Let $p_1,...,p_s$ be distinct prime number, and put $N = p_1 \cdots p_s$. Let $e$ a positive integer such that $gcd(e,\phi(N)) = 1$. Show that the map $f_e : \mathbb{Z}/N\mathbb{Z} \rightarrow \mathbb{Z}/N\mathbb{Z} , f_e(x) = x^e$ is bijective.
I know the proof should be related to Chinese Reminder Theorem. But I'm still confused about how to prove it. I'm thinking about there exists a positive integer $d$, such that $de≡1 (\phi(N))$, thus $f_d*f_e=f_e*f_d$
It suffices to prove that $f_e$ is surjective.
If $p$ divides $N$, then $x \mapsto x^e$ is bijective in $\mathbb Z/ p\mathbb Z$ because $\gcd(e,\phi(p))=1$ since $\phi(p)$ divides $\phi(N)$. This follows from Fermat and $0 \mapsto 0$.

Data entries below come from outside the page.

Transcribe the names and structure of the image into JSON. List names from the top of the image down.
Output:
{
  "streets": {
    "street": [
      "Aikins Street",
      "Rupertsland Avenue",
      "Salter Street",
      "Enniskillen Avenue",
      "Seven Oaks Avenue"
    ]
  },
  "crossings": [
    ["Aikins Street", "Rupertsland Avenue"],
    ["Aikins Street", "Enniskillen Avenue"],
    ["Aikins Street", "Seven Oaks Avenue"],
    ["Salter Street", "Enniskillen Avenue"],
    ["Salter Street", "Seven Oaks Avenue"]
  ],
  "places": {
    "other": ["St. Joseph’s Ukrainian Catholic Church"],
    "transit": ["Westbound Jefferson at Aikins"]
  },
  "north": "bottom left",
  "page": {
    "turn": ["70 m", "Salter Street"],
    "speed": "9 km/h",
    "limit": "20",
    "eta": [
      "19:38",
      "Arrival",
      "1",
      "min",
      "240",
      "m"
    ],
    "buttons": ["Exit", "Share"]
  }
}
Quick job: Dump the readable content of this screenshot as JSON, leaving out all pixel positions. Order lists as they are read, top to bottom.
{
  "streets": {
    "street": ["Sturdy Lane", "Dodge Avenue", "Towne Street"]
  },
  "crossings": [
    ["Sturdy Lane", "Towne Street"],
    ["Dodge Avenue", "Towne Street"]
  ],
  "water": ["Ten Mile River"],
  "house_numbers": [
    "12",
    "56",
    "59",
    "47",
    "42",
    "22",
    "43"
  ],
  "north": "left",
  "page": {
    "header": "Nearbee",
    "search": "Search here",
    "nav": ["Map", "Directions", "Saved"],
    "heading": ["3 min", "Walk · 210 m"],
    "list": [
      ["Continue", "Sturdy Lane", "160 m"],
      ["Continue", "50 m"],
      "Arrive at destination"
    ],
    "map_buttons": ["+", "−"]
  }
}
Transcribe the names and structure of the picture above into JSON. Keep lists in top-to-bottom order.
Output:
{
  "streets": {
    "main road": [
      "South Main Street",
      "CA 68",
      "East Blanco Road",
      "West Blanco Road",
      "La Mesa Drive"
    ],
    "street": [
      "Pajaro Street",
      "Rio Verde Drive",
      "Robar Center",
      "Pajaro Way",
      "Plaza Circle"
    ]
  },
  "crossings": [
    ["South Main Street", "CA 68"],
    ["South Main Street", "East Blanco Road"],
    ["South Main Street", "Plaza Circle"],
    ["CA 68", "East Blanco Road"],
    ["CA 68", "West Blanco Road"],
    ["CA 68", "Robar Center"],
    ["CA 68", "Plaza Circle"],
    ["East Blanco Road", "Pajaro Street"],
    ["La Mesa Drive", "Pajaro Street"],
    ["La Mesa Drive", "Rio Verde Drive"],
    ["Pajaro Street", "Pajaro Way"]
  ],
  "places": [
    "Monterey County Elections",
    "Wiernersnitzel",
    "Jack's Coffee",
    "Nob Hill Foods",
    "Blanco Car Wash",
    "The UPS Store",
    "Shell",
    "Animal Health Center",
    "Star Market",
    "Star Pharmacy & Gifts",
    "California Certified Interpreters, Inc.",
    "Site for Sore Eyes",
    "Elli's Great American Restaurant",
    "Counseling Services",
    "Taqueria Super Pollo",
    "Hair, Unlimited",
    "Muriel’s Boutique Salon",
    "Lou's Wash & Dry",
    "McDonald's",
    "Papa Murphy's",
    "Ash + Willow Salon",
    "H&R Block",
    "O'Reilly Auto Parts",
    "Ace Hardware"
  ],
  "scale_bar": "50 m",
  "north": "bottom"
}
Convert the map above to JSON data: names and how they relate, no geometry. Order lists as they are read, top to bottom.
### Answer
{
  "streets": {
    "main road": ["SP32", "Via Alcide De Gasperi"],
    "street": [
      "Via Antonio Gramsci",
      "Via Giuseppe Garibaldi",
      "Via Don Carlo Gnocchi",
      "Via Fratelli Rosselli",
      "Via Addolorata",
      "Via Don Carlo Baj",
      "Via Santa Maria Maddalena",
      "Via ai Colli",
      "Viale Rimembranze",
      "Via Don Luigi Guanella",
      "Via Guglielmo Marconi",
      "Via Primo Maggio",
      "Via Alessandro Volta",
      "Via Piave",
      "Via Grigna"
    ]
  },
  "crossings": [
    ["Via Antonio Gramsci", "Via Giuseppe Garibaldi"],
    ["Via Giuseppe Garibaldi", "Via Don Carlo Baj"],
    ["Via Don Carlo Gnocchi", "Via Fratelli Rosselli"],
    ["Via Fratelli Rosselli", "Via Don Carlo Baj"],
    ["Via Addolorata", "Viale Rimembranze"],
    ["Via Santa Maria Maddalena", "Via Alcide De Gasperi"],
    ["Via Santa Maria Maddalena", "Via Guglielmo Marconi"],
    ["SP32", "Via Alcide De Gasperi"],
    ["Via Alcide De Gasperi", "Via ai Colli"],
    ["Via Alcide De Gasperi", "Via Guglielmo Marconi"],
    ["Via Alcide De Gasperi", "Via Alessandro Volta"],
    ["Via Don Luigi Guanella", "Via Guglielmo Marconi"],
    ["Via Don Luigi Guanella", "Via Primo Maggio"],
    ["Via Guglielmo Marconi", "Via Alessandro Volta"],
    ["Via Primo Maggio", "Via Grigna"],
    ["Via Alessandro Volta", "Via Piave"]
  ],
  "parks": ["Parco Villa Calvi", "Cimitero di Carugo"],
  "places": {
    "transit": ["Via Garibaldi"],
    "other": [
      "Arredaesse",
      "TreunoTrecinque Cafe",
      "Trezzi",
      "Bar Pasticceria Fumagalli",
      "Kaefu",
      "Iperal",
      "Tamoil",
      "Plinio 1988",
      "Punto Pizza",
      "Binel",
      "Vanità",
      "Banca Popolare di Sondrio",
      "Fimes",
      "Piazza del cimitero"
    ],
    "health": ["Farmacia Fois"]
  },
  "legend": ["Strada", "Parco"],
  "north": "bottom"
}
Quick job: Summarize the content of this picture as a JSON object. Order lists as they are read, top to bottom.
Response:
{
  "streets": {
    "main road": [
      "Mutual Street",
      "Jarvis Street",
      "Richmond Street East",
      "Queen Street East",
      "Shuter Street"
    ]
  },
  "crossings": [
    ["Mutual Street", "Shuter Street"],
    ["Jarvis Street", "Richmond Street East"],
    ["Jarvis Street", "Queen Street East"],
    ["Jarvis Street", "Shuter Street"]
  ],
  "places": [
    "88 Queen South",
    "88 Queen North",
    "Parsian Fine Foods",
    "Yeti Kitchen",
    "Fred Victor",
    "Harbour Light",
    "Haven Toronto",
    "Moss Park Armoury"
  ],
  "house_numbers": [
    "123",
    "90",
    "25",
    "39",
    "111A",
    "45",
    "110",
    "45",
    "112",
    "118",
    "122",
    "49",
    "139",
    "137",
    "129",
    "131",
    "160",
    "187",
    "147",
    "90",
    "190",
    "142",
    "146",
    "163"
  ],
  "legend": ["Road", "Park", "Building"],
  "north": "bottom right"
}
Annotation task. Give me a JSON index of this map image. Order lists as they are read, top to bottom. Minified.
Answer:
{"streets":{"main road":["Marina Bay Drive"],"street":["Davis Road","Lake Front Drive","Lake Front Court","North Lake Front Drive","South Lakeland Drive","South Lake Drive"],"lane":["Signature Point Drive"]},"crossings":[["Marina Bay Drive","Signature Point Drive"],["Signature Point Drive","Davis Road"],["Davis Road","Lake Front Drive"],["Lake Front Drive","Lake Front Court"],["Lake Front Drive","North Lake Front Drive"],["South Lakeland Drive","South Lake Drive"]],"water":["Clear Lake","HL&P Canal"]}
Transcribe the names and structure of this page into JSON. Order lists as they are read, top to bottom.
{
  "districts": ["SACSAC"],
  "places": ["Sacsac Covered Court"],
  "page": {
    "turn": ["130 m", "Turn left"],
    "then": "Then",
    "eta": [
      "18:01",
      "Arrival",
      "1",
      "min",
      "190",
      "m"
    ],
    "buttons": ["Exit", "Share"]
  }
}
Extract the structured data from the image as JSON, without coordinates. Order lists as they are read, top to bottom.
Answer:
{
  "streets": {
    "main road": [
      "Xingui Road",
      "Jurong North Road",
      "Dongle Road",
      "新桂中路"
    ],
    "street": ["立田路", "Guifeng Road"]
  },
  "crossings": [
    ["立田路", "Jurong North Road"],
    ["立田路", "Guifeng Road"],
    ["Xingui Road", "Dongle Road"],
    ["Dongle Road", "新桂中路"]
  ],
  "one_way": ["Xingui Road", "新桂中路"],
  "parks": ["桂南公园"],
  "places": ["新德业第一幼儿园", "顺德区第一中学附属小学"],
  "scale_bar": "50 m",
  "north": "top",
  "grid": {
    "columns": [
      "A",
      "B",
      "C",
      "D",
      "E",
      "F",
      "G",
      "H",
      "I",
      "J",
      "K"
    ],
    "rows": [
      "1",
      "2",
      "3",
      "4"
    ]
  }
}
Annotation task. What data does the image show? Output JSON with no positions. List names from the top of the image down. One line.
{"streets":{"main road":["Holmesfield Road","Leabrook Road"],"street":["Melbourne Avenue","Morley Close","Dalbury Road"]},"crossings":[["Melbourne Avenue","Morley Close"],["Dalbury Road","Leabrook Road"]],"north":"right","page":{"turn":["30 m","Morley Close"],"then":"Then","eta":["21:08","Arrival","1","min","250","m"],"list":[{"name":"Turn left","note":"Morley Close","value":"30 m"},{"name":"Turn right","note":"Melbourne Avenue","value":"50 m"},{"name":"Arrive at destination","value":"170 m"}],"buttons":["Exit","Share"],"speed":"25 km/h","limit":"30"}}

Let $a \in \mathbb Z/ N\mathbb Z$. Then $(a \bmod p_1, \dots, a \bmod p_s)=(a_1^e \bmod p_1, \dots, a_s^e \bmod p_s)$. By the Chinese Reminder Theorem, there is $b$ such that $(b \bmod p_1, \dots, b \bmod p_s)=(a_1 \bmod p_1, \dots, a_s \bmod p_s)$. Therefore, $b^e \equiv a \bmod N$.